WHAT YOU ARE ASKED TO DO: Every line below between the line holding "thumb tip: (1009, 673)" and the line holding "ring tip: (1066, 750)", inclusive, should be repeated exactly, and all other lines omitted.

DATA RECORDS:

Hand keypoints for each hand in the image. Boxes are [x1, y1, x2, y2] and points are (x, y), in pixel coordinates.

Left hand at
==
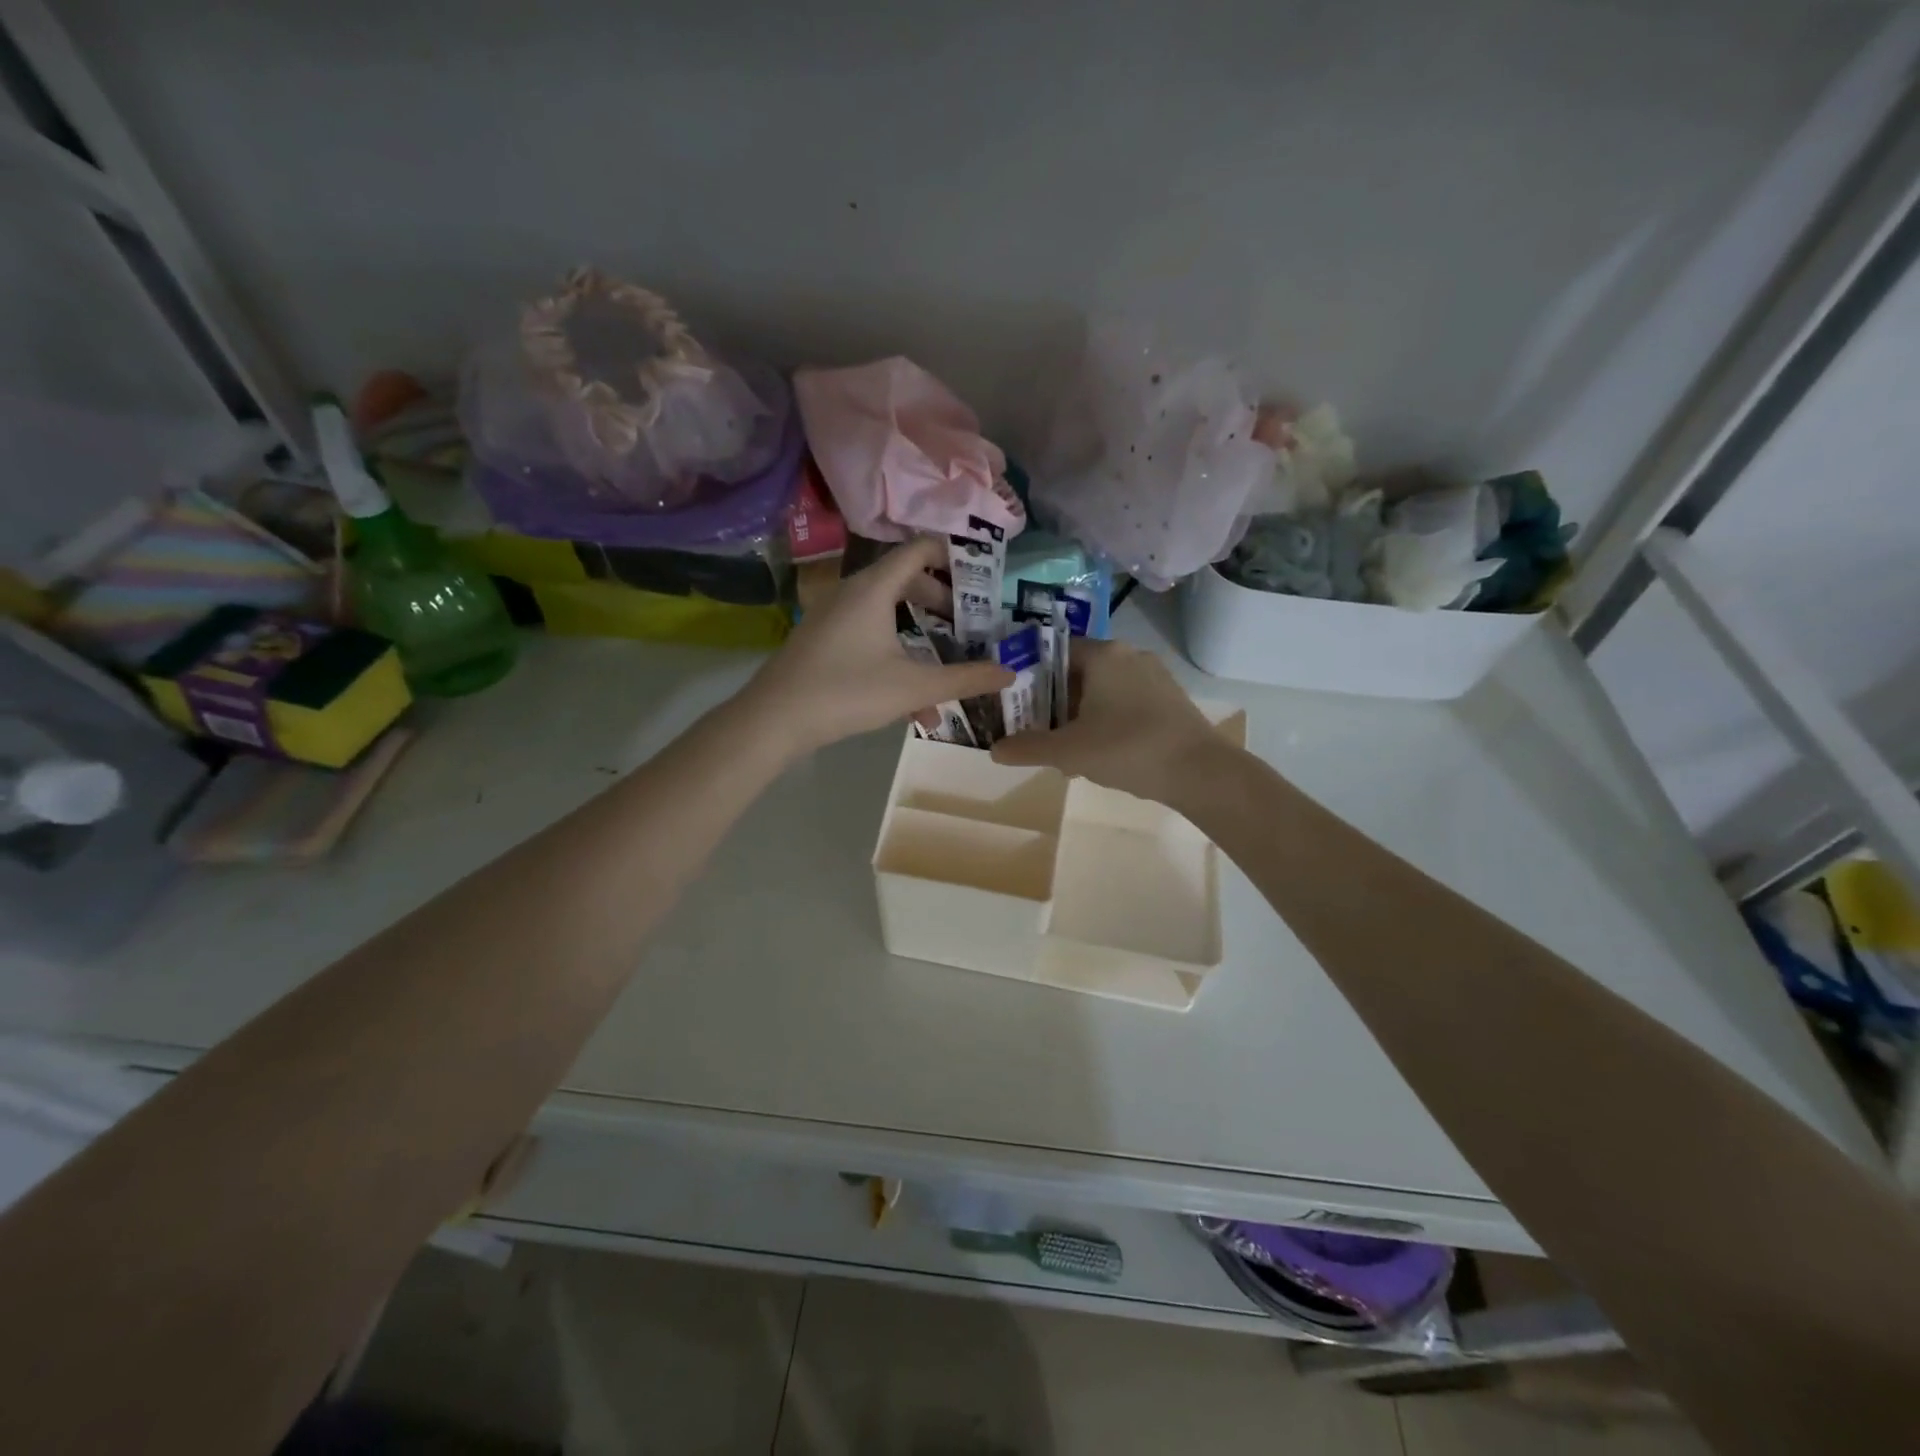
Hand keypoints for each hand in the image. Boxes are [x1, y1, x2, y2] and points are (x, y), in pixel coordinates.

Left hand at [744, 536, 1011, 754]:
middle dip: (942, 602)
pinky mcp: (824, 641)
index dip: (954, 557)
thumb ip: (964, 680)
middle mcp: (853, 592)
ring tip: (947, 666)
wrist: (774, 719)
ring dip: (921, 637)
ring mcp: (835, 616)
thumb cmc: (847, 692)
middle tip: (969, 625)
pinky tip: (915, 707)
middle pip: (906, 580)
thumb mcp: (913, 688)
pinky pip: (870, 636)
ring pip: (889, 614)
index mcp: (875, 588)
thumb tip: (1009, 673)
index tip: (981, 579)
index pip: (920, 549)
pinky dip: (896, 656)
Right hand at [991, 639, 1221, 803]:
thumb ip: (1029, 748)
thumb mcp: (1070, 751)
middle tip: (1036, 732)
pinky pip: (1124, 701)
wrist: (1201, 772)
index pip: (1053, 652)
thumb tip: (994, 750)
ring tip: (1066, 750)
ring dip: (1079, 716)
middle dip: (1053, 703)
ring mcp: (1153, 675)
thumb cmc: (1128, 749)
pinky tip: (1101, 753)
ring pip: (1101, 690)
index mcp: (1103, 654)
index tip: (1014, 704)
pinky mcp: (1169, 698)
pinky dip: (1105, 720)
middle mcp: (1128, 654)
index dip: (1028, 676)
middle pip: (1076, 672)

WORKED SOLUTION:
thumb tip: (1009, 673)
index tip: (981, 579)
index pip: (920, 549)
pinky dip: (896, 656)
Right hand at [991, 639, 1221, 803]:
thumb ip: (1029, 748)
thumb mcp: (1070, 751)
middle tip: (1036, 732)
pinky pip: (1124, 701)
wrist: (1201, 772)
index pip: (1053, 652)
thumb tip: (994, 750)
ring tip: (1066, 750)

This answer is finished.